Seperti yang dikemukakan oleh Ernest Renan, terbentuknya suatu bangsa didasarkan pada dua hal pokok: kesamaan sejarah (aspek historis) dan keinginan untuk bersatu (Le Désir d’être Ensemble). Bung Karno juga menegaskan bahwa: “Nasionalisme Indonesia harus dibangun berlandaskan nilai-nilai kemanusiaan yang hakiki.” (Sulaiman Effendi, 2014: hal. 49)

Sementara itu, Marshall Georgy K. Zhukov menyatakan: “Ketika kamu melakukan suatu perbuatan, kamu bertanggung jawab atasnya.” (William A. Cohen, Ph.D, New Jersey, 2001: hal. 128). Pernyataan ini mengandung makna mendalam, bahwa Pemerintah Pusat memiliki tanggung jawab penuh atas masa depan WTP, termasuk dalam menjamin kesejahteraan, keadilan, dan pengakuan terhadap OAP sebagai warga negara yang bermartabat.
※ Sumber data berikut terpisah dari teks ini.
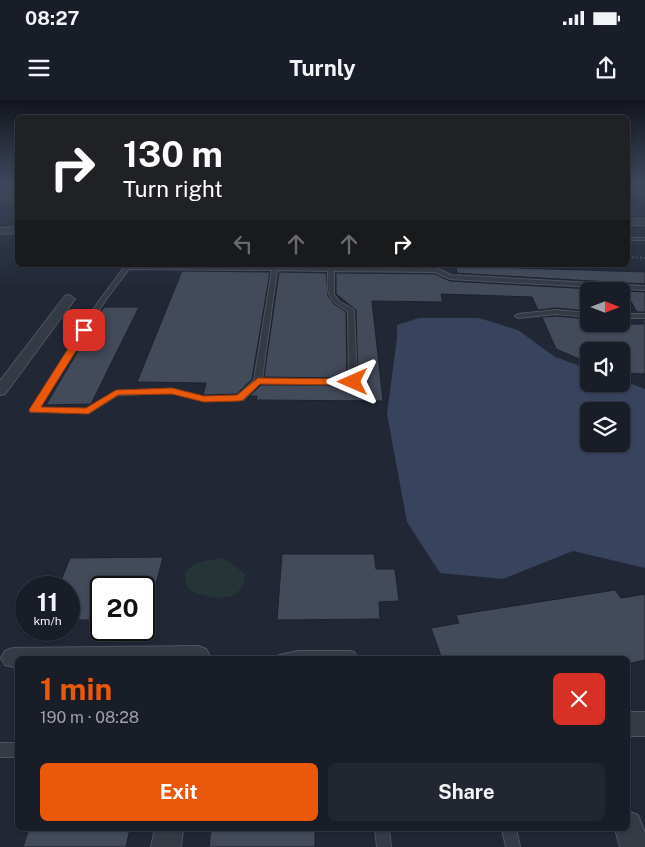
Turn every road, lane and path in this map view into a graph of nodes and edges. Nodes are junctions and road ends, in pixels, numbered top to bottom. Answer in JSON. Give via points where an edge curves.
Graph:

Hanya dengan pendekatan yang menyeluruh dan berlandaskan nilai nilai kemanusiaan, Papua dapat benar-benar menjadi bagian yang bermakna dari Indonesia. Bukan sekadar membentuk wilayah administratif, melainkan membangun WTP yang damai dalam bingkai NKRI. (Penulis adalah mantan Dubes Italia merangkap Malta dan Albania, mantan Gubernur Irian Jaya, mantan Menhub, mantan Menpan-RB, mantan Menteri Kelautan dan Perikanan).